When we're researching a company, it's sometimes hard to find the warning signs, but there are some financial metrics that can help spot trouble early. When we see a declining return on capital employed (ROCE) in conjunction with a declining base of capital employed, that's often how a mature business shows signs of aging. This indicates to us that the business is not only shrinking the size of its net assets, but its returns are falling as well. And from a first read, things don't look too good at Groupon (NASDAQ:GRPN), so let's see why.
What Is Return On Capital Employed (ROCE)?
If you haven't worked with ROCE before, it measures the 'return' (pre-tax profit) a company generates from capital employed in its business. To calculate this metric for Groupon, this is the formula:
Return on Capital Employed = Earnings Before Interest and Tax (EBIT) ÷ (Total Assets - Current Liabilities)
0.067 = US$19m ÷ (US$581m - US$297m) (Based on the trailing twelve months to March 2024).
So, Groupon has an ROCE of 6.7%. Ultimately, that's a low return and it under-performs the Multiline Retail industry average of 11%.
NasdaqGS:GRPN Return on Capital Employed May 12th 2024
In the above chart we have measured Groupon's prior ROCE against its prior performance, but the future is arguably more important. If you'd like to see what analysts are forecasting going forward, you should check out our free analyst report for Groupon .
What Can We Tell From Groupon's ROCE Trend?
The trend of ROCE doesn't look fantastic because it's fallen from 12% five years ago and the business is utilizing 60% less capital, even after their capital raise (conducted prior to the latest reporting period).
On a side note, Groupon's current liabilities are still rather high at 51% of total assets.

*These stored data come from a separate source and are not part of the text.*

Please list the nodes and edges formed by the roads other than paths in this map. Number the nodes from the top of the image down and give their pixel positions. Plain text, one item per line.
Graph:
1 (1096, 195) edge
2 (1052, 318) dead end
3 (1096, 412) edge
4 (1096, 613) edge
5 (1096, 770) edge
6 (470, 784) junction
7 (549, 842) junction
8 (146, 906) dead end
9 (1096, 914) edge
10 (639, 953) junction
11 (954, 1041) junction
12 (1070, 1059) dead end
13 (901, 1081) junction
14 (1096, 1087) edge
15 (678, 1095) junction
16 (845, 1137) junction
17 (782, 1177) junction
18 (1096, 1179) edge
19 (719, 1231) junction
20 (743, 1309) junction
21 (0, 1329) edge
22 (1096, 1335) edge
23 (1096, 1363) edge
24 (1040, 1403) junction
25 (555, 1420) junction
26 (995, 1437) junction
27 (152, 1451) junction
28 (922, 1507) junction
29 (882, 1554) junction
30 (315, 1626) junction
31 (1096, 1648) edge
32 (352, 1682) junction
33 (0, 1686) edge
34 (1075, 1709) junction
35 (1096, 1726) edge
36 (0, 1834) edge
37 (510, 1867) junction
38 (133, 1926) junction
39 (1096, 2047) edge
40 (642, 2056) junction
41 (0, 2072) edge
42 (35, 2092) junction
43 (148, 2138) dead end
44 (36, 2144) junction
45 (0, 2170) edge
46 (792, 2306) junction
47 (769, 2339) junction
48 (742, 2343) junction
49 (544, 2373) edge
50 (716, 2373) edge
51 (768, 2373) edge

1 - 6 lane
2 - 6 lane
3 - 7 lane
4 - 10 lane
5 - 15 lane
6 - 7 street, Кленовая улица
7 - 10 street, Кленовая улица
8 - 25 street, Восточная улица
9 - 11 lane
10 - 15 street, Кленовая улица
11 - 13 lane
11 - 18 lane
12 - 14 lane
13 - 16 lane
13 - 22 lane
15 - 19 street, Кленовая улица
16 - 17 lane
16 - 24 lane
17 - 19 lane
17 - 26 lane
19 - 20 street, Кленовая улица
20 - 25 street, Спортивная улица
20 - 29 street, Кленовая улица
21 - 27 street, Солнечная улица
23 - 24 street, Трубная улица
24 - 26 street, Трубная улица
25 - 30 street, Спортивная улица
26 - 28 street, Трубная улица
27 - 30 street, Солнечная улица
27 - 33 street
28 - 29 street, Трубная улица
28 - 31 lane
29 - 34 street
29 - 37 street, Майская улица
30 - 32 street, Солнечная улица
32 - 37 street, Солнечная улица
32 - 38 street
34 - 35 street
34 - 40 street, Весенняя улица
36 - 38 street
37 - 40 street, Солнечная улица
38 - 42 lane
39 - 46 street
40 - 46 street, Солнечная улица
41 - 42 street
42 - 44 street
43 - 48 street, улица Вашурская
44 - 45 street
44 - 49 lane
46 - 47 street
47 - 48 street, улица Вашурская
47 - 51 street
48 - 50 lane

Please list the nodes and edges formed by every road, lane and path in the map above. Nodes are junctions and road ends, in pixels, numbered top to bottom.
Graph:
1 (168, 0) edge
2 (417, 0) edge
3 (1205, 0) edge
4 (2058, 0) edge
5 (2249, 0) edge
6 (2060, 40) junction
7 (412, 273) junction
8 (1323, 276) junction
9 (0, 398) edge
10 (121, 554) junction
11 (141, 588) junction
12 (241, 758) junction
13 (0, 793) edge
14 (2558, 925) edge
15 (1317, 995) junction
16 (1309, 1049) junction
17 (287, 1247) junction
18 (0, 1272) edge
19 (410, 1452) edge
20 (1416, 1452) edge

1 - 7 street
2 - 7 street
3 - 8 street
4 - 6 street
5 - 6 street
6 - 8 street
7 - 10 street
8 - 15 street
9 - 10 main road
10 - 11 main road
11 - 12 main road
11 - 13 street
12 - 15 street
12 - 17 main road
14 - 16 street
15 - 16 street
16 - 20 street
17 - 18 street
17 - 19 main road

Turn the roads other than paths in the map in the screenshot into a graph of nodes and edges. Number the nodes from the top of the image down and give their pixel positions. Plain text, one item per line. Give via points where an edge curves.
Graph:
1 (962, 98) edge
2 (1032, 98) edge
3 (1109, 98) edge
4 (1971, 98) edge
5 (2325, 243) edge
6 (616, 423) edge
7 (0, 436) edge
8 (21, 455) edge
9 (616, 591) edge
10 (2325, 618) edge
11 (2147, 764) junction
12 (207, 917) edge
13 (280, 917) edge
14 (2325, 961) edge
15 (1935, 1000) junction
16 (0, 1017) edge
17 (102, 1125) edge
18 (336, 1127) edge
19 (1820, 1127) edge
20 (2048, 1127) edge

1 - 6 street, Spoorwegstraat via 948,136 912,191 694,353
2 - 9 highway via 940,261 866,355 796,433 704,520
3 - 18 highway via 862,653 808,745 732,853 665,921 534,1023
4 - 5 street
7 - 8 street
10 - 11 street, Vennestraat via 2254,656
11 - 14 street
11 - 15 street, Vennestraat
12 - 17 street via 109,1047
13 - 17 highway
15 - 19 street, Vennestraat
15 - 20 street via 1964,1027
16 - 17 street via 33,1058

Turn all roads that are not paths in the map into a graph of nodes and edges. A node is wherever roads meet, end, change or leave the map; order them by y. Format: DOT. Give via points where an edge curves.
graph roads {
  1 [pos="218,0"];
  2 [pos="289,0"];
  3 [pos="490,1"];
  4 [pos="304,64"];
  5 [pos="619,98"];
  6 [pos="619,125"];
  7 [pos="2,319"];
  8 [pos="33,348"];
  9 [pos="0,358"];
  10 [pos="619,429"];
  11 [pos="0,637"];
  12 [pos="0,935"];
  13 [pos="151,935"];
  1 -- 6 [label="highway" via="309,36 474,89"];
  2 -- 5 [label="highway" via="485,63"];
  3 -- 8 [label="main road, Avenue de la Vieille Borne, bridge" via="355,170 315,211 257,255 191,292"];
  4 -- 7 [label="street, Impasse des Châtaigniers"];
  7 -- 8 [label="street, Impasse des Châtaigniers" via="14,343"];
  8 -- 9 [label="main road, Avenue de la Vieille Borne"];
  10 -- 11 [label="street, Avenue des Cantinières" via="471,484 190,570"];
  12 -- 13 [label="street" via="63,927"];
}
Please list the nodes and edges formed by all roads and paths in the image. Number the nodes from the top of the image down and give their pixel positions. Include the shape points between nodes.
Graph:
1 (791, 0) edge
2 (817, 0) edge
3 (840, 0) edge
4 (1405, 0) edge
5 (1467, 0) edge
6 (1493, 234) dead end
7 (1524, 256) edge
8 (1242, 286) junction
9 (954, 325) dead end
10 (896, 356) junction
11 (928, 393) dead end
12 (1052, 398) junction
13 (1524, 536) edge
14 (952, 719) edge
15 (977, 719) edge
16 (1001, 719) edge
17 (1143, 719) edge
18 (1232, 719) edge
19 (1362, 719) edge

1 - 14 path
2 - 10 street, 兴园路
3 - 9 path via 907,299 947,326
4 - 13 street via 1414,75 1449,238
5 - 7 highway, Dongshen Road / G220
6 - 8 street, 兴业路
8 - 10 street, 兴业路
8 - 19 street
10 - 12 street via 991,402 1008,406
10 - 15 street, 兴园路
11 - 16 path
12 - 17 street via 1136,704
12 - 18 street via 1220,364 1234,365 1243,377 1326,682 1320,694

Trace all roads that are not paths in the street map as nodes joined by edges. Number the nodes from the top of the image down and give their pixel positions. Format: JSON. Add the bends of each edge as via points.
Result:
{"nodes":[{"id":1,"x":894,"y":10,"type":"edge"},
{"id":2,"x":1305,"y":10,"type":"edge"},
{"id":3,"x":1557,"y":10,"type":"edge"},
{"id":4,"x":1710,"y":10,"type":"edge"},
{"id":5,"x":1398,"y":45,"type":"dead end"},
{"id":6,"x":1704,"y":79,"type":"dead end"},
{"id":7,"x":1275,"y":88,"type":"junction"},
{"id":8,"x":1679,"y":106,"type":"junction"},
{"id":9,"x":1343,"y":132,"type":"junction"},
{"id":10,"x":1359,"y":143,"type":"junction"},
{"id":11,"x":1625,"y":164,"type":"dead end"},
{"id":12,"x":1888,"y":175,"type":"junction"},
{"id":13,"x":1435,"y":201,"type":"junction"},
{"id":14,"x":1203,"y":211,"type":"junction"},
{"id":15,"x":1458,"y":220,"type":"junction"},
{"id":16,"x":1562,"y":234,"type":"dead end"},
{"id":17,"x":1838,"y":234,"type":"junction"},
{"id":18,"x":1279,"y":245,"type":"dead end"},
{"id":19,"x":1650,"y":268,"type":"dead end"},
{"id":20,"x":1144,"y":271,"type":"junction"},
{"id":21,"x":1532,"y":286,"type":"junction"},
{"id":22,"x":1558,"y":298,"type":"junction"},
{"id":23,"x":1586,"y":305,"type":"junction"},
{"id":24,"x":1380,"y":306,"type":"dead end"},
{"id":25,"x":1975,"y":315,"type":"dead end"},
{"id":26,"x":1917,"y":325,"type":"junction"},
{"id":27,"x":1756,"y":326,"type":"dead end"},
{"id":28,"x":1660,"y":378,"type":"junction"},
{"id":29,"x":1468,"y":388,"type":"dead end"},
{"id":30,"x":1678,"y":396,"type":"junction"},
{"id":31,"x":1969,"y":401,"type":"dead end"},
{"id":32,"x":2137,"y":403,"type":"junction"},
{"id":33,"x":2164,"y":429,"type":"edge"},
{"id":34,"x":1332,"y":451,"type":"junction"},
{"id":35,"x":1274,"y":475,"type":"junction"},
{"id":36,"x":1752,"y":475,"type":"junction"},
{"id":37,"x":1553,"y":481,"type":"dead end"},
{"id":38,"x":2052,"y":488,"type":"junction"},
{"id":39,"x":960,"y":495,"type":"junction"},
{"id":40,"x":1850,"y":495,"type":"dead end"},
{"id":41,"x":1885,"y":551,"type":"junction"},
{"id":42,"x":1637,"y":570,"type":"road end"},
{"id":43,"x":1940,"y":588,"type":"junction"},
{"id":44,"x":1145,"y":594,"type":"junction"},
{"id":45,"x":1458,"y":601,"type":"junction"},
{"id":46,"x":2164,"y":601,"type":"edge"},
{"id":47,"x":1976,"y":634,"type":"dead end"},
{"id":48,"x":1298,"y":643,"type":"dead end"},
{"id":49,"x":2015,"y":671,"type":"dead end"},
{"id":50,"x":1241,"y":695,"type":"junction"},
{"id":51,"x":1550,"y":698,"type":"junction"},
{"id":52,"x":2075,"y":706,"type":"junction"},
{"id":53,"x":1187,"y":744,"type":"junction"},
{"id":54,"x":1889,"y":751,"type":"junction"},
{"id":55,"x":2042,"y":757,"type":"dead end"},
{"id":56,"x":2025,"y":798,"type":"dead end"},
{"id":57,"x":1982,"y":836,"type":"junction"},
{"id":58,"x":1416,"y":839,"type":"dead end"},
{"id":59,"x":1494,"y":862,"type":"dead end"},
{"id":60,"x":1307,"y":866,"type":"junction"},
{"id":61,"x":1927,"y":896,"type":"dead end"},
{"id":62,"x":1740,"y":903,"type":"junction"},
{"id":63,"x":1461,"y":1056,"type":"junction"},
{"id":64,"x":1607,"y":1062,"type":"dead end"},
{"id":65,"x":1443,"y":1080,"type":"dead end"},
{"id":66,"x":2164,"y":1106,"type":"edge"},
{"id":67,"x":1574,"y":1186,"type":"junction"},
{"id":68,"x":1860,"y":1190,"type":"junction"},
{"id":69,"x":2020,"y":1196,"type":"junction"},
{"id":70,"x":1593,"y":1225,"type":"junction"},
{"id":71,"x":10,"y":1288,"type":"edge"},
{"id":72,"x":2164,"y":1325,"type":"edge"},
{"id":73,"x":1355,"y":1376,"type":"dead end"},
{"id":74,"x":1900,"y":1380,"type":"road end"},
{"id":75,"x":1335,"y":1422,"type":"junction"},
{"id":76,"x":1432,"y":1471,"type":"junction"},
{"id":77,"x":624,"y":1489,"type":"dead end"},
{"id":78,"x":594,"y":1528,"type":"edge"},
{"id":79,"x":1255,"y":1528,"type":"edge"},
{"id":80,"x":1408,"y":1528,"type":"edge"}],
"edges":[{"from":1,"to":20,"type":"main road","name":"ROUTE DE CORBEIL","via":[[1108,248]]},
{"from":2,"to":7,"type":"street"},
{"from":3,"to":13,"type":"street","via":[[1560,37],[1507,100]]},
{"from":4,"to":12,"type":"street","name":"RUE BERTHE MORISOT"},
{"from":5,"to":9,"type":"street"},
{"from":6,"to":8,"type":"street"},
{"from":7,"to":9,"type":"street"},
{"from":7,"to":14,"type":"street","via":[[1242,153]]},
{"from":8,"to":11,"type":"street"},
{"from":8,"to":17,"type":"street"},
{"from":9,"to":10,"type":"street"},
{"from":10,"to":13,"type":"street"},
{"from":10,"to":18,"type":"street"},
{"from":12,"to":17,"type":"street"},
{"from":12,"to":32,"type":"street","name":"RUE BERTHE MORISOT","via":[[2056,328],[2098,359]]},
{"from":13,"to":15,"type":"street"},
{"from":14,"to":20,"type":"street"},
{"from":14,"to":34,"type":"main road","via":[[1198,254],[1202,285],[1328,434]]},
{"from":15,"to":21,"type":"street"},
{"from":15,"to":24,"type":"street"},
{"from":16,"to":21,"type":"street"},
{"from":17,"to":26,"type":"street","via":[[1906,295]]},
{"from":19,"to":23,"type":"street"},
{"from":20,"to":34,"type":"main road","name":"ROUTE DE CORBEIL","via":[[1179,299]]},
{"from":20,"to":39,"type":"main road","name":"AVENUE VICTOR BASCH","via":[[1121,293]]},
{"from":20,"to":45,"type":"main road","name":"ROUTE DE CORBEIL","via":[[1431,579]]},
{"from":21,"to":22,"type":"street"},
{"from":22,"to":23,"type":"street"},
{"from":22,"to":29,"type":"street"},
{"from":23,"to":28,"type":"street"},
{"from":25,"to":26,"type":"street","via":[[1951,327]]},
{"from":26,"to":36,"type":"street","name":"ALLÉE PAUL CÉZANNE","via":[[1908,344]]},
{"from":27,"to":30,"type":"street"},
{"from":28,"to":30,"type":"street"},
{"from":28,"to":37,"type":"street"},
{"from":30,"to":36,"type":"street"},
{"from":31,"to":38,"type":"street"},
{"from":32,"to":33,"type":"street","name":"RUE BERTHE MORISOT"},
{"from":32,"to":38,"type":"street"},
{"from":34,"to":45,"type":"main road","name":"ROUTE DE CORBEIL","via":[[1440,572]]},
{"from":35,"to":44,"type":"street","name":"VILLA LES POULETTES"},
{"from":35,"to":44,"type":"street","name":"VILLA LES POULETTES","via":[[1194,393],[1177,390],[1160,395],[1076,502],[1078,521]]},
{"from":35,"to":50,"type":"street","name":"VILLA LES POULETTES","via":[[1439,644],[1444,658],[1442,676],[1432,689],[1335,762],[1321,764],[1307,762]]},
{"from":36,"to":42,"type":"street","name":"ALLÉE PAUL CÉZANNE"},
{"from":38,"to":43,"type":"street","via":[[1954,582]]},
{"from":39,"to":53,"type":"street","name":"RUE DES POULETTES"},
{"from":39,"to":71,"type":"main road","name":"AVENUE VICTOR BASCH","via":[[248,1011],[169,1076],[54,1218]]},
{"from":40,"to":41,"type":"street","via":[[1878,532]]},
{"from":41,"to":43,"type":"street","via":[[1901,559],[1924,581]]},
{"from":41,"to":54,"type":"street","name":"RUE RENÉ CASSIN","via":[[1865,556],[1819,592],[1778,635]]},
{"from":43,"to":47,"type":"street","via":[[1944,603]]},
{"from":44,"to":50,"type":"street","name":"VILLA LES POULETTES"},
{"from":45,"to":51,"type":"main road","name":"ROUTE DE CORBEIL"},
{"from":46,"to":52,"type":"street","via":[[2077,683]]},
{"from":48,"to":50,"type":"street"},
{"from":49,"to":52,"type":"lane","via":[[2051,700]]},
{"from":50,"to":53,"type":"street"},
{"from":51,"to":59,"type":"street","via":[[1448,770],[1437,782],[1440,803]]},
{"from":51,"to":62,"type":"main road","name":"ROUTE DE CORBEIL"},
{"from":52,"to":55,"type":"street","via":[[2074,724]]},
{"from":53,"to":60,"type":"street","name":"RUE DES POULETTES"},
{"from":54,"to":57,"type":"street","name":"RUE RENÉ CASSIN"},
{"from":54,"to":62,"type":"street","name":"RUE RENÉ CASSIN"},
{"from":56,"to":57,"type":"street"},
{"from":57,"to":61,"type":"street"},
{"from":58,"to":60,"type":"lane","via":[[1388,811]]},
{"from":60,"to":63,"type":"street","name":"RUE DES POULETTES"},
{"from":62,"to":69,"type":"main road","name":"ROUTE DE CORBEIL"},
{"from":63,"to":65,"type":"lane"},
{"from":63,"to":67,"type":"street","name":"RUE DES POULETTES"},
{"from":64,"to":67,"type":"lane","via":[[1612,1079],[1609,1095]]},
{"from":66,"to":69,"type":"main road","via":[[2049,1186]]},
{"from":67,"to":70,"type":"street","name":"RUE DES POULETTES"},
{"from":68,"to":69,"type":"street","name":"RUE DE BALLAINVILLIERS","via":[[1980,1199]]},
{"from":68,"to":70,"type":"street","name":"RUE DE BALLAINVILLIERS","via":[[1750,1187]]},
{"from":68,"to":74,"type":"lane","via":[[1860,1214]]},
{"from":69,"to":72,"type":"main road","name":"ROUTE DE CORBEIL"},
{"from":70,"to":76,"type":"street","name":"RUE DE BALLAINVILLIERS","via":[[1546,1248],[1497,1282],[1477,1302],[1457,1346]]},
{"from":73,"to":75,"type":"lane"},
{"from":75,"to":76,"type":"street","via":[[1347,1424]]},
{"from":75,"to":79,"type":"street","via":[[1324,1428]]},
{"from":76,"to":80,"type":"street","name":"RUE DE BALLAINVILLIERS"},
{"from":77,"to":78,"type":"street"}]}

This can bring about some risks because the company is basically operating with a rather large reliance on its suppliers or other sorts of short-term creditors. Ideally we'd like to see this reduce as that would mean fewer obligations bearing risks.
What We Can Learn From Groupon's ROCE
In summary, it's unfortunate that Groupon is shrinking its capital base and also generating lower returns. We expect this has contributed to the stock plummeting 81% during the last five years. That being the case, unless the underlying trends revert to a more positive trajectory, we'd consider looking elsewhere.
Groupon does have some risks though, and we've spotted 3 warning signs for Groupon that you might be interested in.
If you want to search for solid companies with great earnings, check out this free list of companies with good balance sheets and impressive returns on equity.
当我们研究一家公司时,有时很难找到警告信号,但是有一些财务指标可以帮助及早发现问题。当我们看到下降时 返回 在资本使用率(ROCE)的下降的同时 基础 就所使用的资本而言,成熟的企业通常会以这种方式显示出老化的迹象。这向我们表明,该企业不仅在缩小其净资产规模,而且其回报率也在下降。从第一次读起,Groupon(纳斯达克股票代码:GRPN)的情况看起来并不太好,所以让我们看看原因。
什么是资本使用回报率(ROCE)?
如果你以前没有与ROCE合作过,它会衡量公司从其业务中使用的资本中产生的 “回报”(税前利润)。要计算Groupon的这个指标,公式如下:
已动用资本回报率 = 息税前收益 (EBIT) ¥(总资产-流动负债)
0.067 = 1900 万美元 ÷(5.81 亿美元-2.97 亿美元) (基于截至2024年3月的过去十二个月)。
因此,Groupon的投资回报率为6.7%。归根结底,这是一个低回报,其表现低于多线零售行业11%的平均水平。
纳斯达克GS:GRPN 2024年5月12日动用资本回报率
在上图中,我们将Groupon先前的投资回报率与之前的表现进行了比较,但可以说,未来更为重要。如果您想了解分析师对未来的预测,则应查看我们的免费Groupon分析师报告。
我们可以从Groupon的投资回报率趋势中得出什么?
投资回报率的趋势看起来并不理想,因为它已从五年前的12%下降了,而且即使在筹集资金(在最新报告期之前进行)之后,该业务使用的资本也减少了60%。
顺便说一句,Groupon的流动负债仍然相当高,占总资产的51%。这可能会带来一些风险,因为该公司的运营基本上在很大程度上依赖其供应商或其他类型的短期债权人。理想情况下,我们希望看到这种情况减少,因为这将意味着减少承担风险的债务。
我们可以从 Groupon 的 ROCE 中学到什么
总而言之,不幸的是,Groupon正在缩小其资本基础,同时产生的回报也较低。我们预计,这导致该股在过去五年中暴跌了81%。既然如此,除非潜在趋势恢复到更积极的轨迹,否则我们会考虑将目光投向其他地方。
但是,Groupon确实存在一些风险,我们已经发现了Groupon的3个警告信号,你可能会感兴趣。